= The problem =
What lines of the listing below contain the word "Tongorara"? Copy each of them out.

= Recorded data =
..........

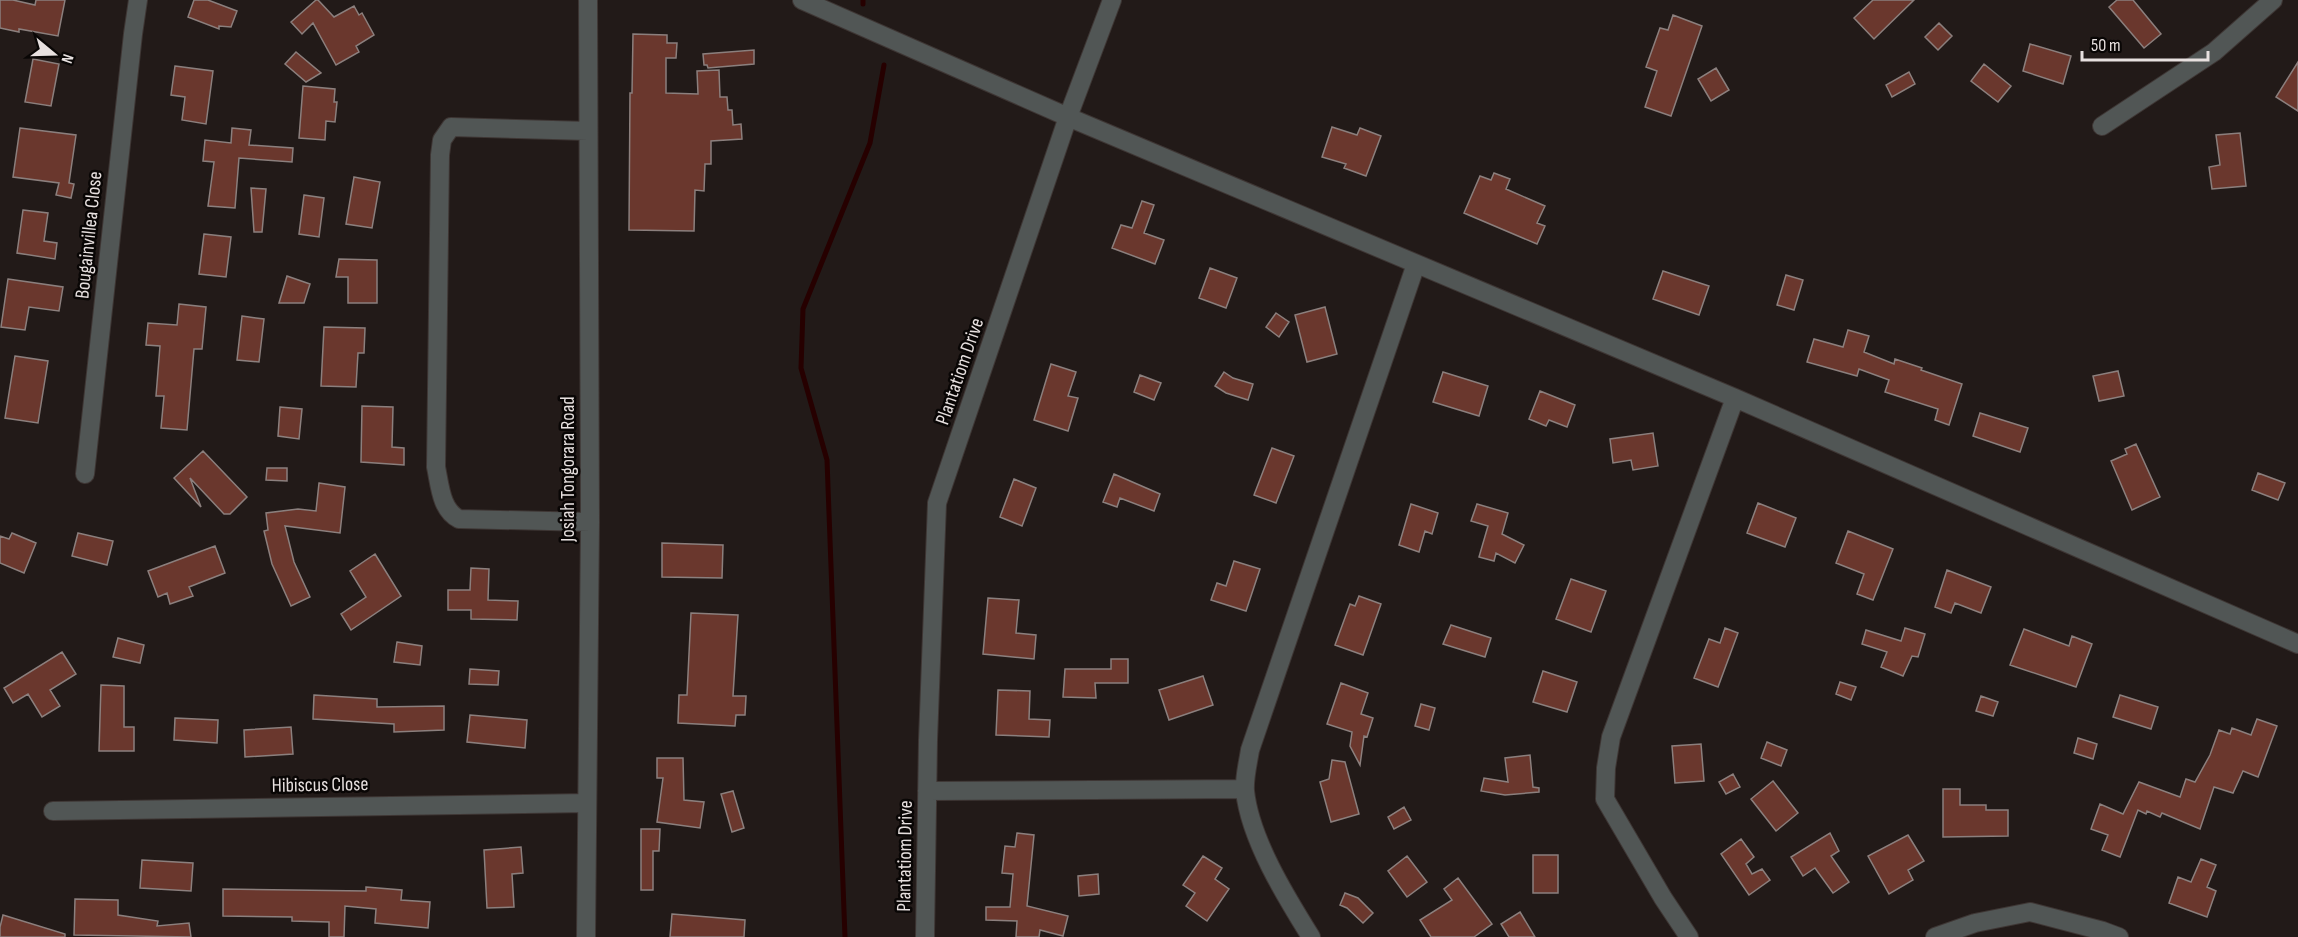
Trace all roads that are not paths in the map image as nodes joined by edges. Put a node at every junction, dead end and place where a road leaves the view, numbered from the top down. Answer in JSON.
{"nodes":[{"id":1,"x":138,"y":0,"type":"edge"},
{"id":2,"x":588,"y":0,"type":"edge"},
{"id":3,"x":802,"y":0,"type":"edge"},
{"id":4,"x":1112,"y":0,"type":"edge"},
{"id":5,"x":2273,"y":0,"type":"edge"},
{"id":6,"x":1068,"y":117,"type":"junction"},
{"id":7,"x":2102,"y":126,"type":"dead end"},
{"id":8,"x":588,"y":131,"type":"junction"},
{"id":9,"x":1416,"y":264,"type":"junction"},
{"id":10,"x":1735,"y":398,"type":"junction"},
{"id":11,"x":85,"y":474,"type":"dead end"},
{"id":12,"x":590,"y":522,"type":"junction"},
{"id":13,"x":2298,"y":644,"type":"edge"},
{"id":14,"x":1245,"y":789,"type":"junction"},
{"id":15,"x":927,"y":791,"type":"junction"},
{"id":16,"x":587,"y":803,"type":"junction"},
{"id":17,"x":53,"y":811,"type":"dead end"},
{"id":18,"x":586,"y":937,"type":"edge"},
{"id":19,"x":925,"y":937,"type":"edge"},
{"id":20,"x":1311,"y":937,"type":"edge"},
{"id":21,"x":1689,"y":937,"type":"edge"},
{"id":22,"x":1935,"y":937,"type":"edge"},
{"id":23,"x":2118,"y":937,"type":"edge"}],
"edges":[{"from":1,"to":11,"type":"street","name":"Bougainvillea Close"},
{"from":2,"to":8,"type":"street","name":"Josiah Tongorara Road"},
{"from":3,"to":6,"type":"street"},
{"from":4,"to":6,"type":"street","name":"Plantatiom Drive"},
{"from":5,"to":7,"type":"street"},
{"from":6,"to":9,"type":"street"},
{"from":6,"to":15,"type":"street","name":"Plantatiom Drive"},
{"from":8,"to":12,"type":"street","name":"Josiah Tongorara Road"},
{"from":8,"to":12,"type":"street"},
{"from":9,"to":10,"type":"street"},
{"from":9,"to":14,"type":"street"},
{"from":10,"to":13,"type":"street"},
{"from":10,"to":21,"type":"street"},
{"from":12,"to":16,"type":"street","name":"Josiah Tongorara Road"},
{"from":14,"to":15,"type":"street"},
{"from":14,"to":20,"type":"street"},
{"from":15,"to":19,"type":"street","name":"Plantatiom Drive"},
{"from":16,"to":17,"type":"street","name":"Hibiscus Close"},
{"from":16,"to":18,"type":"street","name":"Josiah Tongorara Road"},
{"from":22,"to":23,"type":"street"}]}
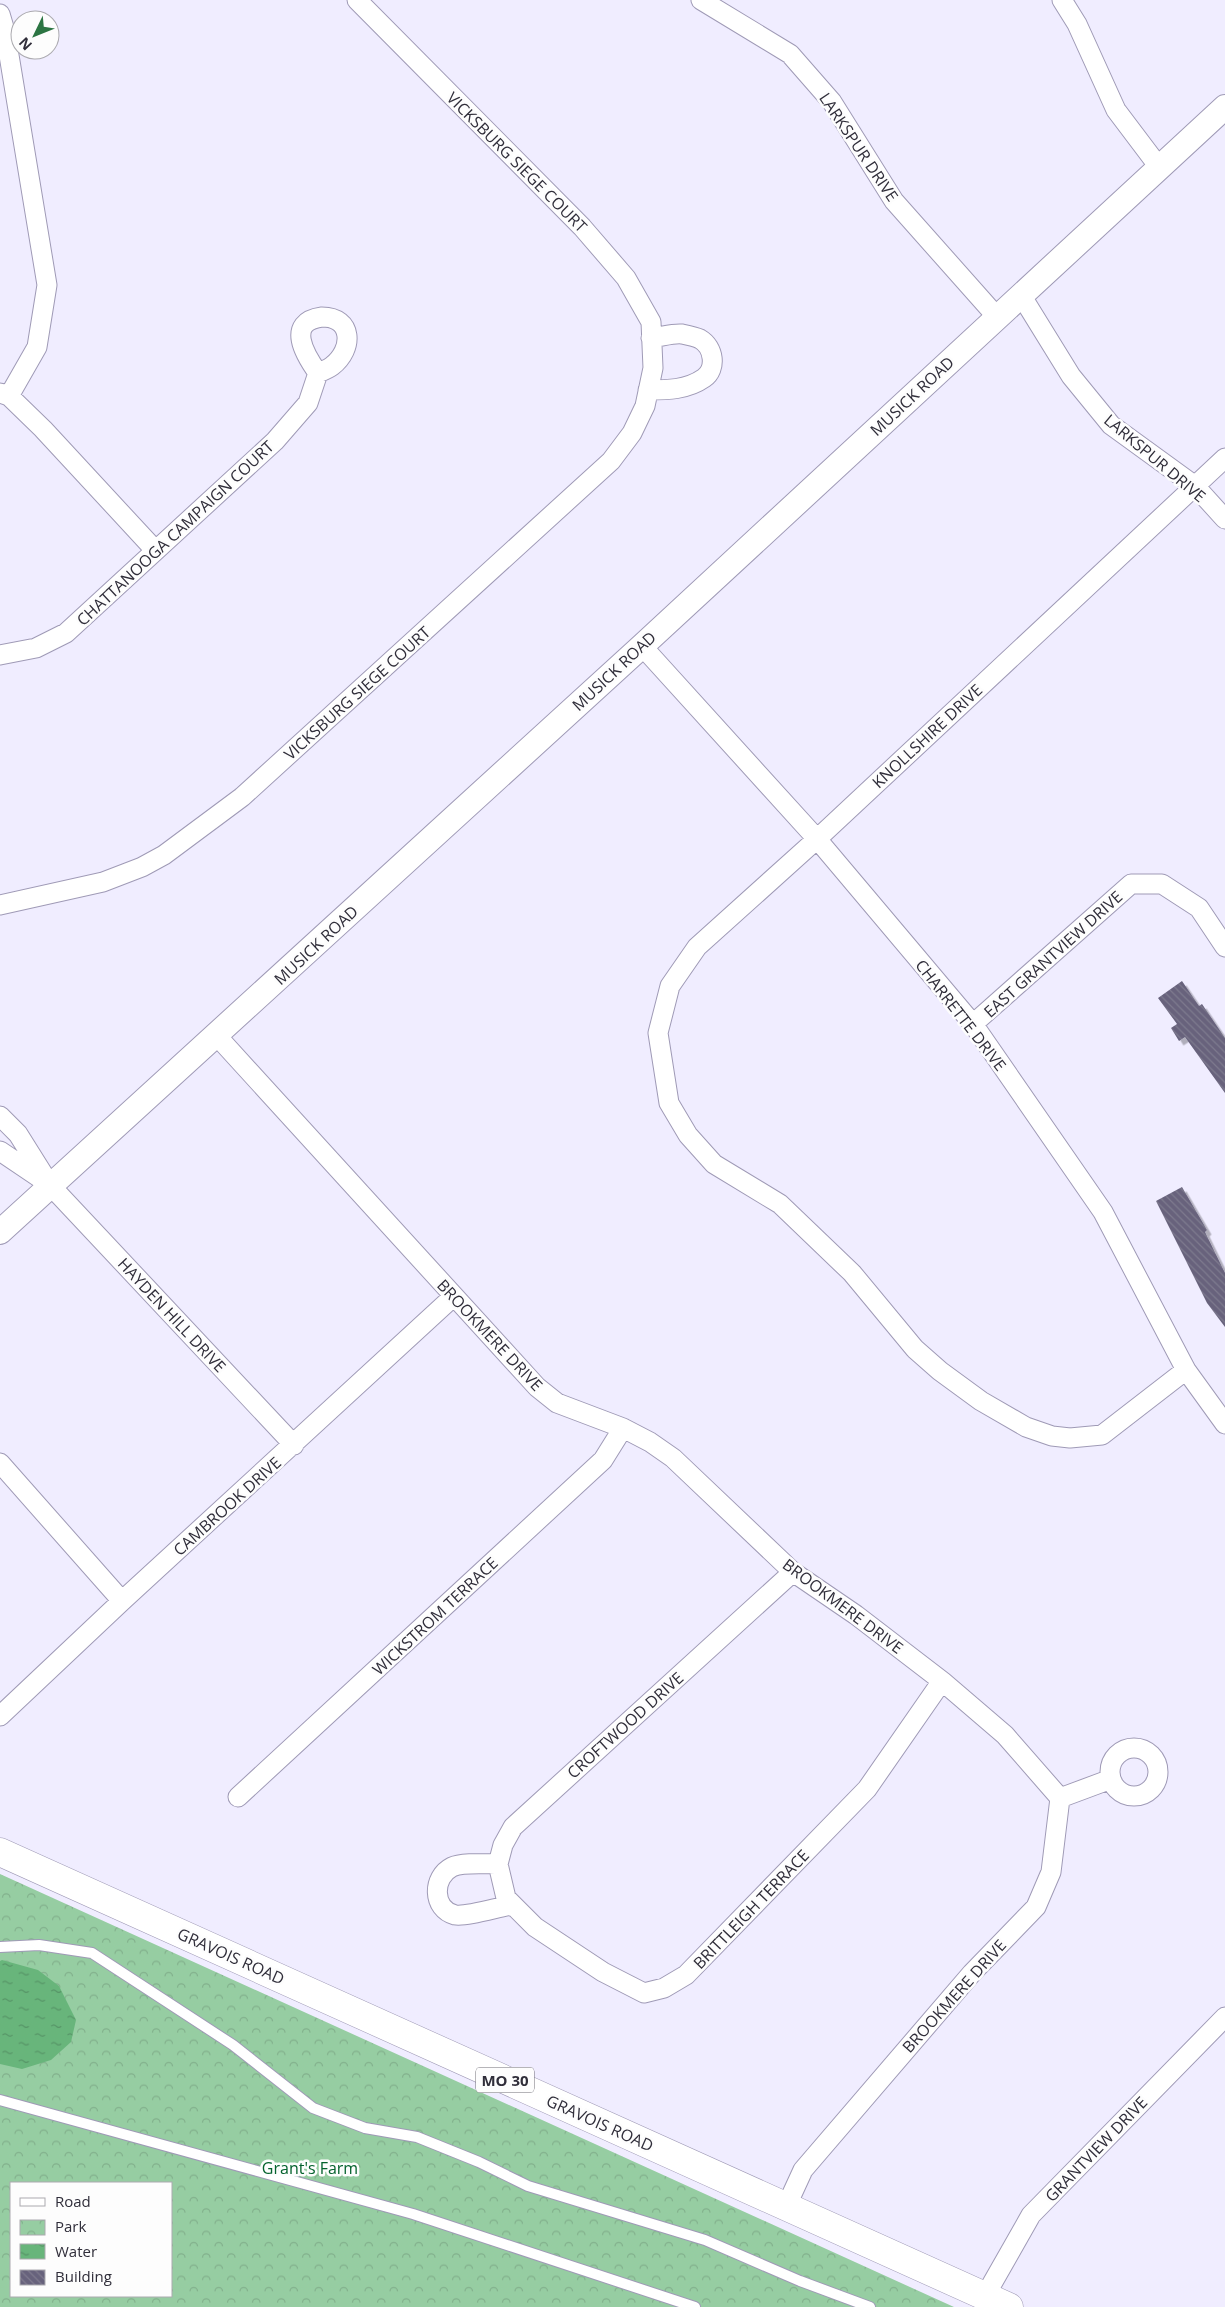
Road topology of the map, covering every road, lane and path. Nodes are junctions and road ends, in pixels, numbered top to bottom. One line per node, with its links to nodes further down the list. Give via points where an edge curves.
1 (357, 0): 9 (street, VICKSBURG SIEGE COURT, via 582,227 626,278 651,322)
2 (701, 0): 8 (street, LARKSPUR DRIVE, via 790,54 832,102 894,201)
3 (1062, 0): 6 (street, via 1077,24 1116,110)
4 (0, 14): 12 (street, via 47,285 37,346)
5 (1225, 106): 6 (street, MUSICK ROAD)
6 (1159, 167): 7 (street, MUSICK ROAD)
7 (1021, 295): 8 (street, MUSICK ROAD); 14 (street, LARKSPUR DRIVE, via 1072,376 1111,425)
8 (997, 317): 17 (street, MUSICK ROAD)
9 (651, 338): 11 (street, VICKSBURG SIEGE COURT, via 653,368); 11 (street, via 680,334 701,340 711,351 713,365 705,377 690,385 670,390)
10 (318, 373): 16 (street, CHATTANOOGA CAMPAIGN COURT, via 308,403 275,440)
11 (648, 390): 20 (street, VICKSBURG SIEGE COURT, via 645,406 632,433 611,461 242,797 164,855 142,867 103,882)
12 (4, 394): 16 (street)
13 (1225, 458): 14 (street, KNOLLSHIRE DRIVE)
14 (1195, 486): 15 (street, LARKSPUR DRIVE); 19 (street, KNOLLSHIRE DRIVE)
15 (1225, 519)
16 (155, 550): 18 (street, CHATTANOOGA CAMPAIGN COURT, via 66,633 36,648)
17 (642, 646): 19 (street, CHARRETTE DRIVE); 23 (street, MUSICK ROAD)
18 (0, 655)
19 (817, 839): 22 (street, CHARRETTE DRIVE); 29 (street, KNOLLSHIRE DRIVE, via 697,947 670,986 658,1033 669,1103 688,1135 714,1164 780,1204 852,1273 915,1349 940,1371 981,1401 1026,1427 1070,1438 1102,1435)
20 (0, 905)
21 (1225, 947): 22 (street, EAST GRANTVIEW DRIVE, via 1199,908 1162,884 1131,884)
22 (973, 1024): 29 (street, CHARRETTE DRIVE, via 1103,1212)
23 (217, 1036): 26 (street, MUSICK ROAD); 28 (street, BROOKMERE DRIVE)
24 (0, 1116): 26 (street, via 18,1134)
25 (0, 1151): 26 (street)
26 (50, 1185): 27 (street, MUSICK ROAD); 32 (street, HAYDEN HILL DRIVE)
27 (0, 1232)
28 (454, 1296): 31 (street, BROOKMERE DRIVE, via 537,1387 557,1402); 32 (street, CAMBROOK DRIVE)
29 (1186, 1370): 30 (street, CHARRETTE DRIVE)
30 (1225, 1424)
31 (623, 1428): 34 (street, BROOKMERE DRIVE, via 673,1458); 39 (street, WICKSTROM TERRACE, via 603,1460)
32 (294, 1445): 35 (street, CAMBROOK DRIVE)
33 (0, 1463): 35 (street)
34 (793, 1572): 36 (street, BROOKMERE DRIVE); 42 (street, CROFTWOOD DRIVE, via 513,1828)
35 (122, 1601): 37 (street, CAMBROOK DRIVE)
36 (942, 1681): 40 (street, BROOKMERE DRIVE, via 1006,1735); 43 (street, BRITTLEIGH TERRACE, via 867,1789 686,1975 664,1988 644,1993 603,1972 535,1927)
37 (0, 1716)
38 (1111, 1779): 40 (street)
39 (238, 1798)
40 (1060, 1798): 47 (street, BROOKMERE DRIVE, via 1050,1872 1036,1907 972,1973 803,2170)
41 (0, 1852): 47 (main road, GRAVOIS ROAD / MO 30)
42 (498, 1864): 43 (street); 43 (street, via 453,1867 442,1876 436,1895 443,1906 455,1915 474,1913)
43 (509, 1902)
44 (0, 1947): 50 (lane, via 39,1945 92,1953 233,2045 313,2108 366,2128 417,2137 528,2186 705,2240)
45 (1225, 2017): 48 (street, GRANTVIEW DRIVE, via 1032,2216)
46 (0, 2100): 49 (lane, via 414,2214)
47 (786, 2207): 48 (main road, GRAVOIS ROAD / MO 30)
48 (984, 2296): 51 (main road, GRAVOIS ROAD / MO 30)
49 (695, 2307)
50 (870, 2307)
51 (1009, 2307)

..........

= Answer =
{"from":2,"to":8,"type":"street","name":"Josiah Tongorara Road"},
{"from":8,"to":12,"type":"street","name":"Josiah Tongorara Road"},
{"from":12,"to":16,"type":"street","name":"Josiah Tongorara Road"},
{"from":16,"to":18,"type":"street","name":"Josiah Tongorara Road"},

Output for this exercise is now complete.